Рыцарь-Дракон
Шрифт:
– Как наставник ученику, я могу тебе сообщить, – начал Каролинус, – что в нашем гипотетическом случае иск может быть подан на того, кто создал ситуацию, конечным результатом которой станет постоянное убывание энергии, контролируемой Департаментом Аудиторства. Таким образом сила самого Департамента Аудиторства уменьшится, и он практически лишится возможности осуществлять контроль над Царством магов.
Джим посмотрел на слабую фигурку волшебника, стоящую перед ним, и перевел глаза на его лицо с клочковатой бородкой и усами.
– Ты хочешь сказать, – наконец вымолвил он, – что все
– В нашем гипотетическом случае. Решать, конечно, Департаменту Аудиторства. Мое собственное мнение в расчет принимать не следует, но я полагаю, что от иска тут никуда не денешься. Надо что-то делать с этим гипотетическим магом, которому мы говорим, то есть о котором мы говорим…
Каролинус чуть ли не с яростью поправил себя.
– С годами моя речь становится все более и более ужасной, – проворчал он. – Ладно, она тут ни при чем; сейчас тебе надо как следует разобраться в подоплеке той ситуации, о которой мы только что говорили. Мой долг исполнен. Подашь ли ты иск в Департамент Аудиторства или нет – зависит только от тебя.
– А мы ничего не забыли? – спросил Джим. – Все ли тут чисто?
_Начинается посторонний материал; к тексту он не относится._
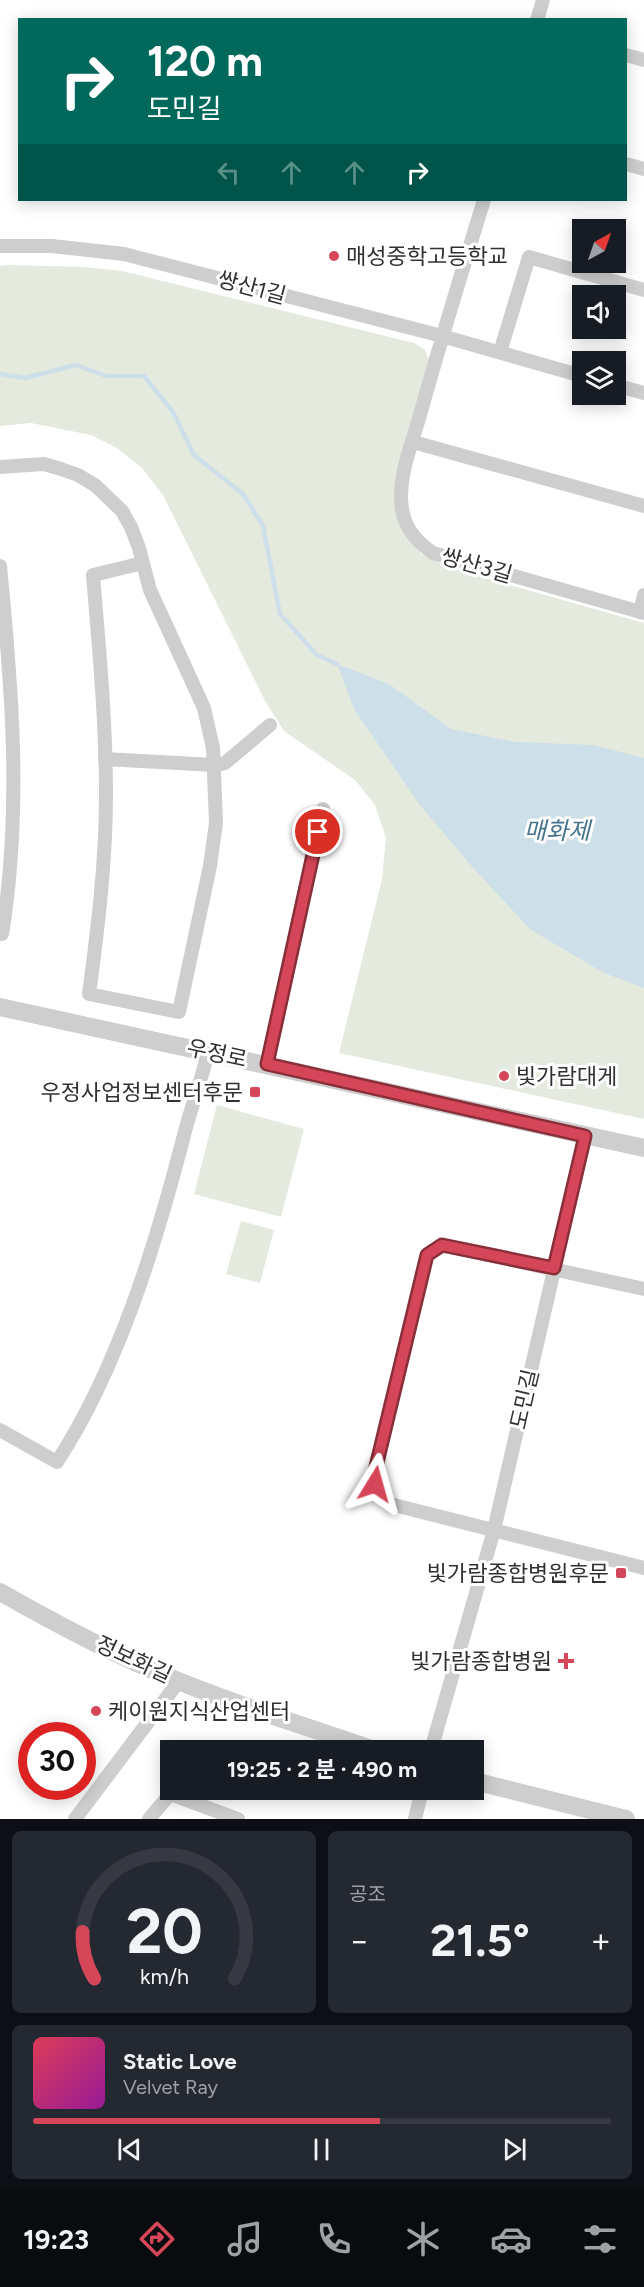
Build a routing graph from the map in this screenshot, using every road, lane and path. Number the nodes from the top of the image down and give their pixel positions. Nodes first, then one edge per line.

Если я подам иск, то тот гипотетический волшебник, о котором ты говорил, точно ничего больше не сможет сделать?
– Да, – ответил Каролинус. – Послушай, пусть это останется между нами, но я не могу думать, как бы угодить другому гипотетическому волшебнику! Тем более что он целые годы поносил высокое искусство магии и цех волшебников. Да еще, будучи всего лишь человеком, умудрился стать причиной стольких бед!
Оба несколько минут молчали.
– Ладно, – сказал Каролинус, – пойдем-ка лучше к людям. Все, что хотел, я уже сказал.
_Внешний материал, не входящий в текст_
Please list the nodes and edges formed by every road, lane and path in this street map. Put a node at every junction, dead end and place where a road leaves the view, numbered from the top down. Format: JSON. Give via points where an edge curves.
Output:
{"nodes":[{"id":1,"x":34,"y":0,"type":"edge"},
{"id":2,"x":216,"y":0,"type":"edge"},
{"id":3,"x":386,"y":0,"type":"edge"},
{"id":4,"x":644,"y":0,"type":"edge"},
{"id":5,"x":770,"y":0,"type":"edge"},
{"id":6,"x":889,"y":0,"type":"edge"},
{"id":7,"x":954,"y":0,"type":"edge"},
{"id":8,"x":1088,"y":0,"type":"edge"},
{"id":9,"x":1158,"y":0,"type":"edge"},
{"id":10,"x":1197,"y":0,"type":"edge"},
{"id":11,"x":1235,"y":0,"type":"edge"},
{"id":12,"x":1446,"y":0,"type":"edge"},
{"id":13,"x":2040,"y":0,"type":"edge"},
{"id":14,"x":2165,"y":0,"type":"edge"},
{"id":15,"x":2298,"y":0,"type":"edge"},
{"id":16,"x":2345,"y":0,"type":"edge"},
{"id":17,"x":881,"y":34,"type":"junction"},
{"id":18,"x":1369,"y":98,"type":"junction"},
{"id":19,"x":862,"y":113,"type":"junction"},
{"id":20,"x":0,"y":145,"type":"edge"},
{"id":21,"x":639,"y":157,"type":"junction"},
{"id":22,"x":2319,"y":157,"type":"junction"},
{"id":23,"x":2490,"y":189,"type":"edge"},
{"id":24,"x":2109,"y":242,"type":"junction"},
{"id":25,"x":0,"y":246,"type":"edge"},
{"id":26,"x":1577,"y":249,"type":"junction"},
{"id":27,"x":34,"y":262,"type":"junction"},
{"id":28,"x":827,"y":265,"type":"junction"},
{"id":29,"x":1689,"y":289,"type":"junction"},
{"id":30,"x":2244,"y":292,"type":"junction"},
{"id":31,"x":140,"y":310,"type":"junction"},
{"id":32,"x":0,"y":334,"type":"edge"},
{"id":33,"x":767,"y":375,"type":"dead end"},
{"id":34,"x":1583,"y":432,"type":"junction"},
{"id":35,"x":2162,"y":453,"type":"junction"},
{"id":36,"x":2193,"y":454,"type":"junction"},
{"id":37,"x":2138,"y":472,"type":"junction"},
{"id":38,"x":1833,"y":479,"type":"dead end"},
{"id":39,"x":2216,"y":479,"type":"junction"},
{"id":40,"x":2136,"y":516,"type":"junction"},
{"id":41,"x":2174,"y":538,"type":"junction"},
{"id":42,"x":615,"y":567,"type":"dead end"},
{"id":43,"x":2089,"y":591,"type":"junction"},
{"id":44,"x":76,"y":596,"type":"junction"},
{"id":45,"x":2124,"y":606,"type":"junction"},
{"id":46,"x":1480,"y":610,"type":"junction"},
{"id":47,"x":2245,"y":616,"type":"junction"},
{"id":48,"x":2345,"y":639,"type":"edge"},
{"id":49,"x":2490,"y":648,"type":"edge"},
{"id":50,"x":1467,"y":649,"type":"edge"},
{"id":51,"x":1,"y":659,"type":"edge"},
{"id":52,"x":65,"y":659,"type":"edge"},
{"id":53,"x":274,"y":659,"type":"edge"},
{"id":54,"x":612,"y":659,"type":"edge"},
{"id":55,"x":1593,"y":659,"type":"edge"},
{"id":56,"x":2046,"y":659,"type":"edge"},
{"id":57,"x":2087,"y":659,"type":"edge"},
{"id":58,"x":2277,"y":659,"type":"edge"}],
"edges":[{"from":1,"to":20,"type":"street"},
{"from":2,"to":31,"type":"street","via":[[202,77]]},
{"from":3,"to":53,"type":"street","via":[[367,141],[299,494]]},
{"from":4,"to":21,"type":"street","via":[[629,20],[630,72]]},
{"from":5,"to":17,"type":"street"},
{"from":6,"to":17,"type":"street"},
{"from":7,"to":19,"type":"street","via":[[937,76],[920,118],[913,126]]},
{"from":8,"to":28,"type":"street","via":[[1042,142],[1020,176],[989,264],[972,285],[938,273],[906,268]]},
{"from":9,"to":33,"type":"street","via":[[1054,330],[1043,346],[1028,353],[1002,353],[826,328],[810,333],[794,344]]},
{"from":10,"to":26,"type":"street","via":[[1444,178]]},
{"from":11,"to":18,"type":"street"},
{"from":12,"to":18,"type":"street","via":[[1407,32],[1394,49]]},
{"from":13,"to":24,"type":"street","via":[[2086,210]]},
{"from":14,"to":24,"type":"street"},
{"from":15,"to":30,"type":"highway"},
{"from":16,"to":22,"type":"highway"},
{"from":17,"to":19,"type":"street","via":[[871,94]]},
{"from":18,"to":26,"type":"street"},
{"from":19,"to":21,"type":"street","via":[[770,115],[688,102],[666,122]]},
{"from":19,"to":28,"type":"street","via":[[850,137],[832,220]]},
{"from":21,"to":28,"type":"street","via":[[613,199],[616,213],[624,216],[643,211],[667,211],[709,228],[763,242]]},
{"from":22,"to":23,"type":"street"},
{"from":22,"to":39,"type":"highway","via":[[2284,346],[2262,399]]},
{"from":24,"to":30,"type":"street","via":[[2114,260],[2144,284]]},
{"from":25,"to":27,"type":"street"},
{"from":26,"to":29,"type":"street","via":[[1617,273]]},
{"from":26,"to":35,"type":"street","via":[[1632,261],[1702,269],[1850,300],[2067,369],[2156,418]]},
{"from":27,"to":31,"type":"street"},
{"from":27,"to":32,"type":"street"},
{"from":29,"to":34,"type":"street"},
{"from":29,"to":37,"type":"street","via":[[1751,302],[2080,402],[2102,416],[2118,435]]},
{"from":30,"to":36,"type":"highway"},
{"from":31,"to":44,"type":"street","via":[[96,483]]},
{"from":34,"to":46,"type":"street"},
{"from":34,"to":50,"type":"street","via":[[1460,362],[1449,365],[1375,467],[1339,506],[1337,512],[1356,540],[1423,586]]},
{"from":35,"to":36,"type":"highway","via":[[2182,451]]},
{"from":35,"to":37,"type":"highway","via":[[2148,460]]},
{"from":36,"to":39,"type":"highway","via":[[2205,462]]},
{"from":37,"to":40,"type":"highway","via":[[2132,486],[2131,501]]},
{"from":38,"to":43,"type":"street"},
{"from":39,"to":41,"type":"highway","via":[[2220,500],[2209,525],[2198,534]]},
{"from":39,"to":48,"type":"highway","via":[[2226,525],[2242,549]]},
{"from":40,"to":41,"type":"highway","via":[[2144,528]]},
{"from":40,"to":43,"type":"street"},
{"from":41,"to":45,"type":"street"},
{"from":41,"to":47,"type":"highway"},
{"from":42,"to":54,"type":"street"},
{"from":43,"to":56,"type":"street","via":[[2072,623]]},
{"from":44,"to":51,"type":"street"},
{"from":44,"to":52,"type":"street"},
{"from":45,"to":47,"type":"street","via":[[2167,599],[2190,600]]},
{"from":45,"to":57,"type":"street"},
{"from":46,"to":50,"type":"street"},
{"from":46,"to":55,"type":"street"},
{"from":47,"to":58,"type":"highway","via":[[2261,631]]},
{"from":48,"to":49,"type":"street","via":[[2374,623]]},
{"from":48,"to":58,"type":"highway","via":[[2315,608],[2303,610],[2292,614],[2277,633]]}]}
Он развернулся и стремительно двинулся вперед. Джим последовал за ним. Как только они достигли кружка людей, к Джиму подбежал Теолаф.
– Сэр Джеймс! – воскликнул он. – Где вы были? Сэр Жиль вот-вот умрет; он хочет вас видеть!
40
Джим подошел к дереву, в тени которого лежал Жиль. Люди позаботились о том, чтобы устроить раненого поудобнее: под голову ему на манер подушки положили несколько стеганых курток латников, а шлем и те части доспехов, что можно было снять, не потревожив ран, лежали рядом с рыцарем. Мелюзина по-прежнему не отходила от него: она стояла на коленях у его изголовья и что-то говорила, несмотря на то, что, по всей видимости. Жиль не мог ей ответить.
Едва завидев Джима, она замолчала и перевела на него глаза.
– Наконец-то! – сказала она. – Поторопись, пожалуйста! Ему надо поговорить с тобой, а сил для разговора почти не осталось. Тебе придется приложить ухо прямо к его рту.
Джим опустился на колени и взял Жиля за руку, но та, совершенно обескровленная, казалась холодной и чужой в пальцах Джима.
– Лучше бы мне лишиться чего угодно, только не тебя. Жиль, – проговорил он.
Он увидел, что умирающий пристально смотрит на него, и уловил слабый огонек жизни в его глазах.
– Я услышу все, что ты скажешь, – пообещал Джим. – Я приложу ухо к твоим губам.
Не вставая с колен, он наклонился и прижал ухо прямо к холодным губам Жиля, но мгновение спустя опомнился
– Море… – с огромным трудом прошептал Жиль. – Там… похорони…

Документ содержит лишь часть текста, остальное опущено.